Thyagaraja Aradhana.Indian Link
Departing from tradition, this year’s Thyagaraja Aradhana was held in mid-May since Shruthi presented a music and dance extravaganza in March as part of Adelaide Fringe Festival, joining the big league. A major feat for the new committee indeed. With many of the regulars having moved interstate for employment and a few others currently overseas, the singing was mostly by youngsters – from tiny tots to teens. This also helped to fulfil the organisation’s current mission to promote youngsters and showcase their singing skills. Understandably, the very young ones, tutored by Sowmya Anand, who herself is new to Adelaide, gave their best shot and scored points just for their courage in coming to the stage.
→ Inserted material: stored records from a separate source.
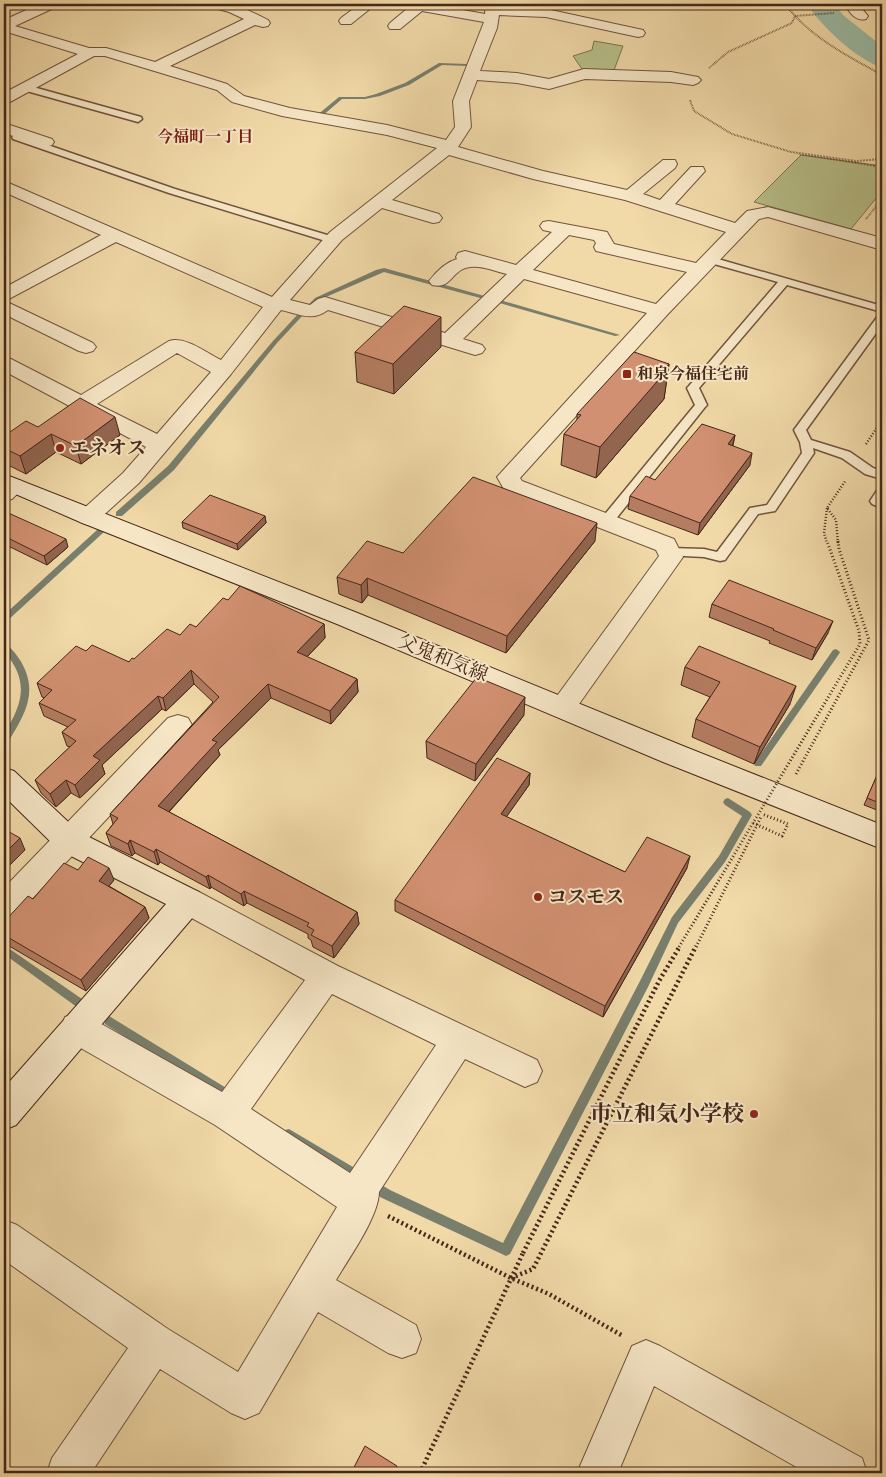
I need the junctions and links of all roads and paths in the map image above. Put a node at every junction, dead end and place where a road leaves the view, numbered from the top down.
1 (51, 4) edge
2 (216, 4) edge
3 (785, 4) edge
4 (413, 5) edge
5 (856, 10) edge
6 (492, 11) edge
7 (795, 16) junction
8 (418, 25) dead end
9 (4, 26) edge
10 (631, 30) dead end
11 (88, 52) junction
12 (157, 68) junction
13 (471, 74) junction
14 (882, 75) edge
15 (693, 80) junction
16 (26, 88) junction
17 (4, 99) edge
18 (138, 119) dead end
19 (27, 135) edge
20 (448, 147) junction
21 (792, 152) junction
22 (882, 159) edge
23 (668, 164) dead end
24 (882, 167) edge
25 (697, 170) dead end
26 (4, 186) edge
27 (630, 196) junction
28 (882, 200) edge
29 (379, 202) junction
30 (664, 206) junction
31 (433, 218) dead end
32 (864, 222) dead end
33 (738, 230) junction
34 (115, 234) junction
35 (333, 240) junction
36 (882, 244) edge
37 (706, 265) junction
38 (441, 273) dead end
39 (520, 274) junction
40 (785, 281) junction
41 (8, 289) edge
42 (276, 304) junction
43 (4, 308) edge
44 (882, 309) edge
45 (660, 311) junction
46 (882, 318) edge
47 (77, 324) dead end
48 (60, 334) junction
49 (449, 341) junction
50 (86, 347) dead end
51 (475, 349) dead end
52 (4, 363) edge
53 (224, 370) junction
54 (82, 404) junction
55 (806, 442) junction
56 (160, 445) junction
57 (882, 475) edge
58 (7, 487) edge
59 (882, 492) edge
60 (882, 504) edge
61 (88, 517) junction
62 (606, 522) junction
63 (669, 552) junction
64 (562, 707) junction
65 (178, 725) dead end
66 (4, 779) edge
67 (775, 802) junction
68 (762, 814) junction
69 (753, 823) junction
70 (882, 837) edge
71 (69, 841) junction
72 (188, 901) junction
73 (4, 908) edge
74 (327, 976) junction
75 (78, 1028) junction
76 (459, 1038) junction
77 (525, 1071) dead end
78 (234, 1103) junction
79 (4, 1113) edge
80 (364, 1188) junction
81 (4, 1238) edge
82 (511, 1278) junction
83 (311, 1287) junction
84 (402, 1339) dead end
85 (154, 1343) junction
86 (646, 1360) junction
87 (67, 1473) edge
88 (420, 1473) edge
89 (596, 1473) edge
90 (847, 1473) edge

1 - 9 street
2 - 12 street
3 - 7 path
4 - 6 street
4 - 8 street
5 - 7 path
6 - 10 street
6 - 13 street
7 - 14 path
7 - 15 path
9 - 11 street
11 - 12 street
11 - 16 street
12 - 20 street
13 - 15 street
13 - 20 street
15 - 21 path
16 - 17 street
16 - 18 lane
19 - 35 lane
20 - 27 street
20 - 29 street
21 - 22 path
21 - 24 path
23 - 27 street
25 - 30 street
26 - 34 street
27 - 30 street
28 - 32 path
29 - 31 street
29 - 35 street
30 - 33 street
33 - 36 street
33 - 37 street
34 - 41 street
34 - 42 street
35 - 42 street
37 - 39 street
37 - 40 lane
37 - 45 street
38 - 39 street
39 - 45 street
39 - 49 street
40 - 44 lane
40 - 62 lane
42 - 49 street
42 - 53 street
43 - 48 street
45 - 62 street
46 - 55 lane
47 - 48 street
48 - 50 street
49 - 51 street
52 - 54 street
53 - 54 street
53 - 56 street
54 - 56 street
55 - 57 lane
55 - 63 lane
56 - 61 street
58 - 61 street, 父鬼和気線
59 - 60 lane
61 - 64 street, 父鬼和気線
62 - 63 street
63 - 64 street
64 - 67 street, 父鬼和気線
65 - 71 street
66 - 71 street
67 - 68 path
67 - 69 path, bridge
67 - 70 street, 父鬼和気線
68 - 69 path, bridge
68 - 82 path
69 - 82 path, bridge
71 - 72 street
71 - 73 street
72 - 74 street
72 - 75 street
74 - 76 street
74 - 78 street
75 - 78 street
75 - 79 street
76 - 77 street
76 - 80 street
78 - 80 street
80 - 82 path
80 - 83 street
81 - 85 street
82 - 86 path
82 - 88 path
83 - 84 street
83 - 85 street
85 - 87 street
86 - 89 street
86 - 90 street

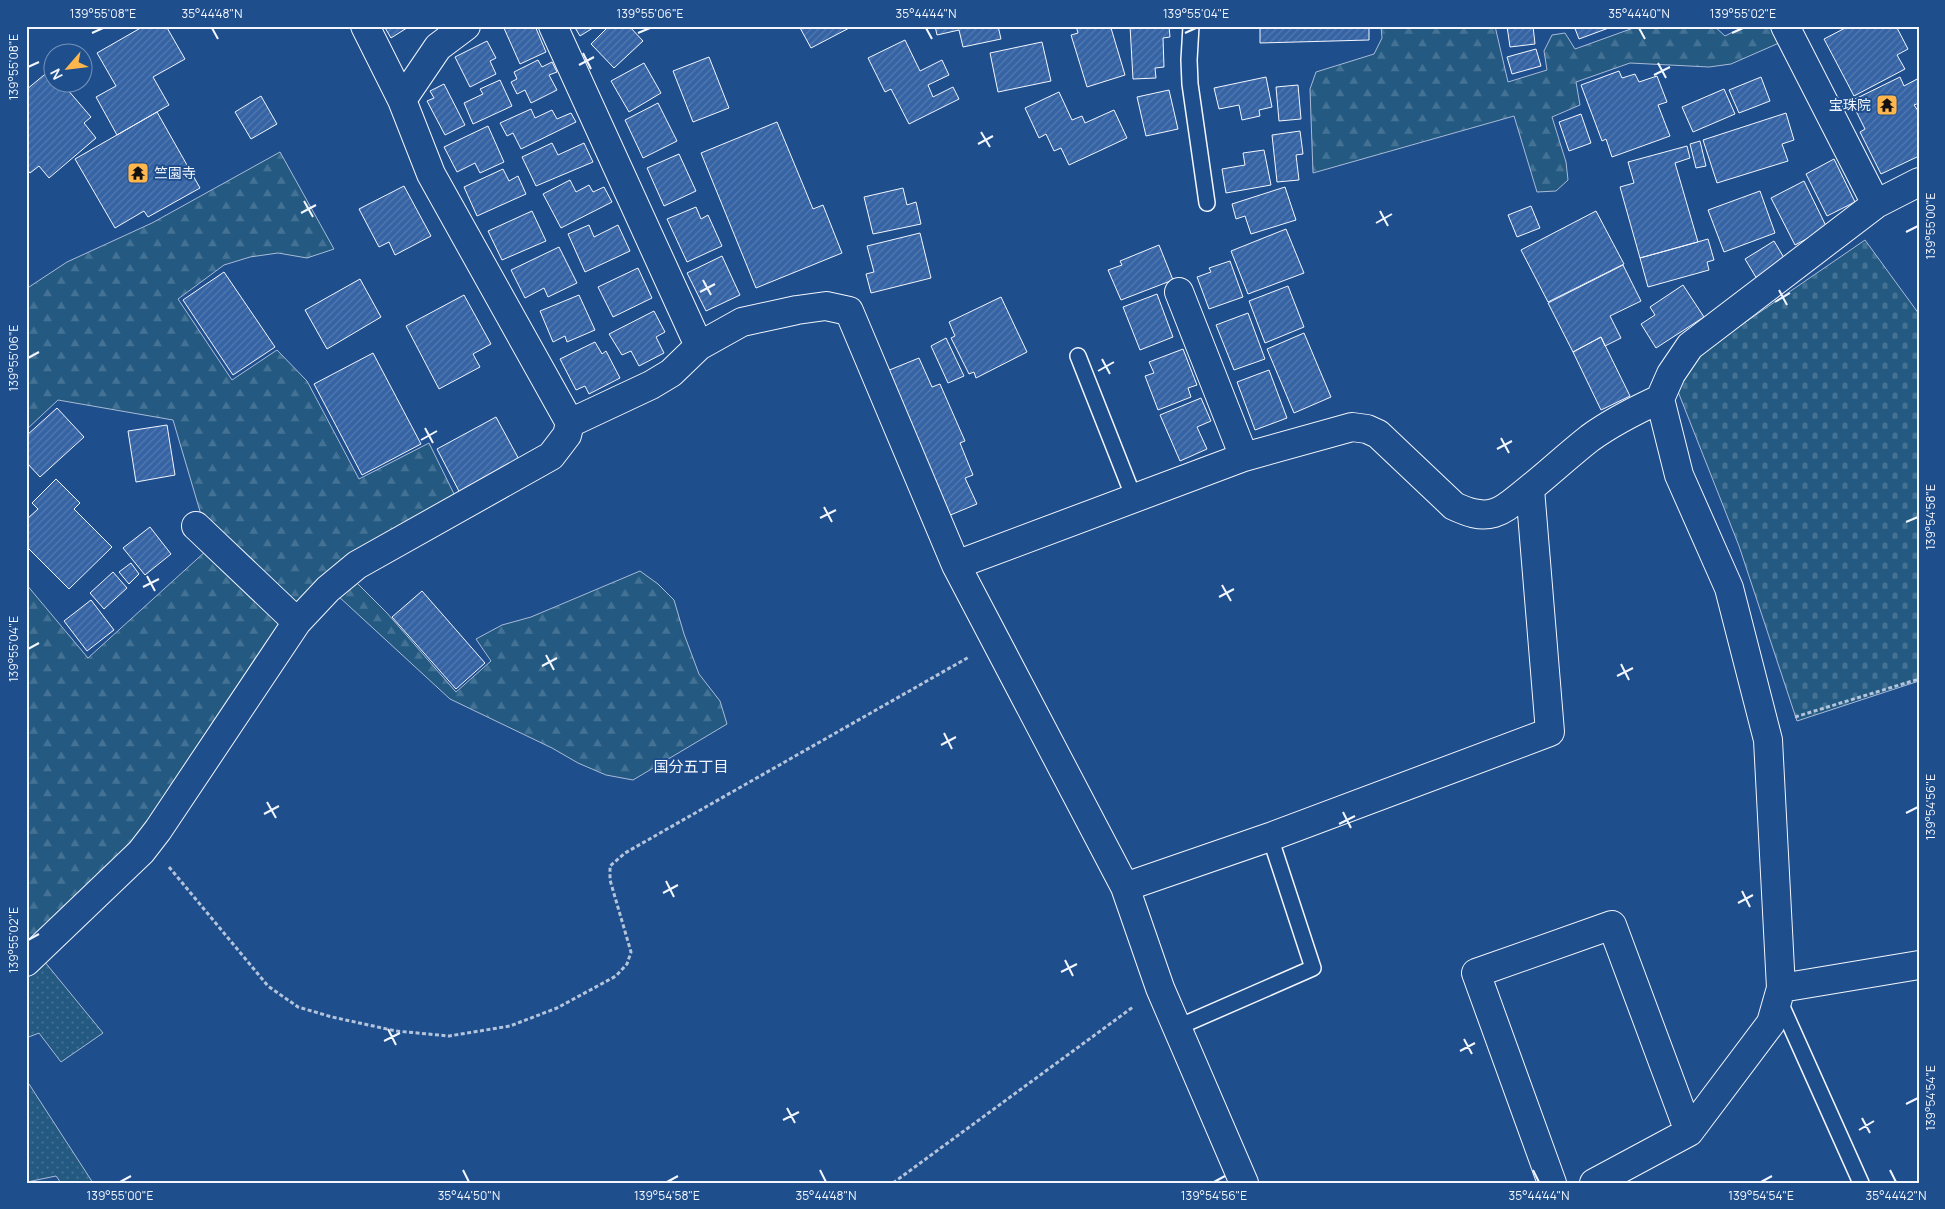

The teenagers, many of whom are tutored by Raji Krishnamoorthy, showed remarkable improvement, proving their years of training are worthwhile.
Thyagaraja Aradhana.Indian Link
The opening itself was a departure from tradition. Suma, Sowmya and Abishek, all talented singers, each rendered in rotation, a couple of stanzas from seven different kritis in as many ragas. Geetha Sadagopan performed a brilliant piece of Bharatanatyam combining three of Thyagaraja’s kritis. That was on top of her presidential duties in organising the whole event. I wonder where she gets the energy from.
A very traditional item of the Thyagaraja Aradhana though, the rendering of ‘pancharatna kritis’, was missing, perhaps due to the absence of many regulars. It was to my dismay. But this feeling was dispelled by the last item of the evening – a scintillating Bharatanatyam ballet on the life of Hanuman by Shankar Kandasamy, dance director of Temple of Fine Arts International, headquartered in Kuala Lumpur with branches in a few cities including Adelaide. It was Shruthi’s good fortune he happened to visit here as chief examiner of the Adelaide chapter’s students.
Thyagaraja Aradhana.Indian Link
If anyone had doubts how Hanuman, the monkey god, could form the subject of a ballet, that dissipated in a matter of seconds once Shankar stepped on the stage. He gave a brief prologue of the ballet spanning the birth of Hanuman, his grabbing the Sun, hopping across the sea to Sri Lanka in search of Sita, challenging Ravana and setting Lanka ablaze, uprooting the mountain to bring the herb Sanjeevani to revive Lakshman and eventually becoming the ever-present devotee of Ram. The ballet in four episodes lasted 45 minutes and consisted of non-stop dancing to the accompaniment of Tamil song ‘Adiyarkellam Adieyn’ meaning devotee of the devotee.
Shankar Kandasamy’s footwork was fast and furious, ‘mudras’ meticulous and masterly, and facial expressions flawless. His seamless progression from one episode to the other was interspersed with a vigorous bout of ‘jathiswaram’ that drew repeated applause from the audience. Although the background music was in Tamil, his earlier introduction helped the audience understand his move from one episode to the next.
Thyagaraja Aradhana.Indian Link
He glided gracefully like a gazelle, leapt like a leopard, twirled and tweaked like a twister. He hardly stopped for a second throughout his vigorous and vibrant dancing, with pearls of sweat adding a glistening sheen to his slithering frame. He reminded me of two of India’s famous male dancers of yore, Ram Gopal and Uday Shankar (brother of Ravi Shankar). Perhaps the name Shankar has a magic spell of its own. The show was indeed spellbinding and awesome.
That the audience enjoyed Kandaswamy’s performance greatly was evidenced when a few spectators rushed to touch his feet in reverence, to his embarrassment – and mine too.
There were others who preferred a selfie, and he happily obliged.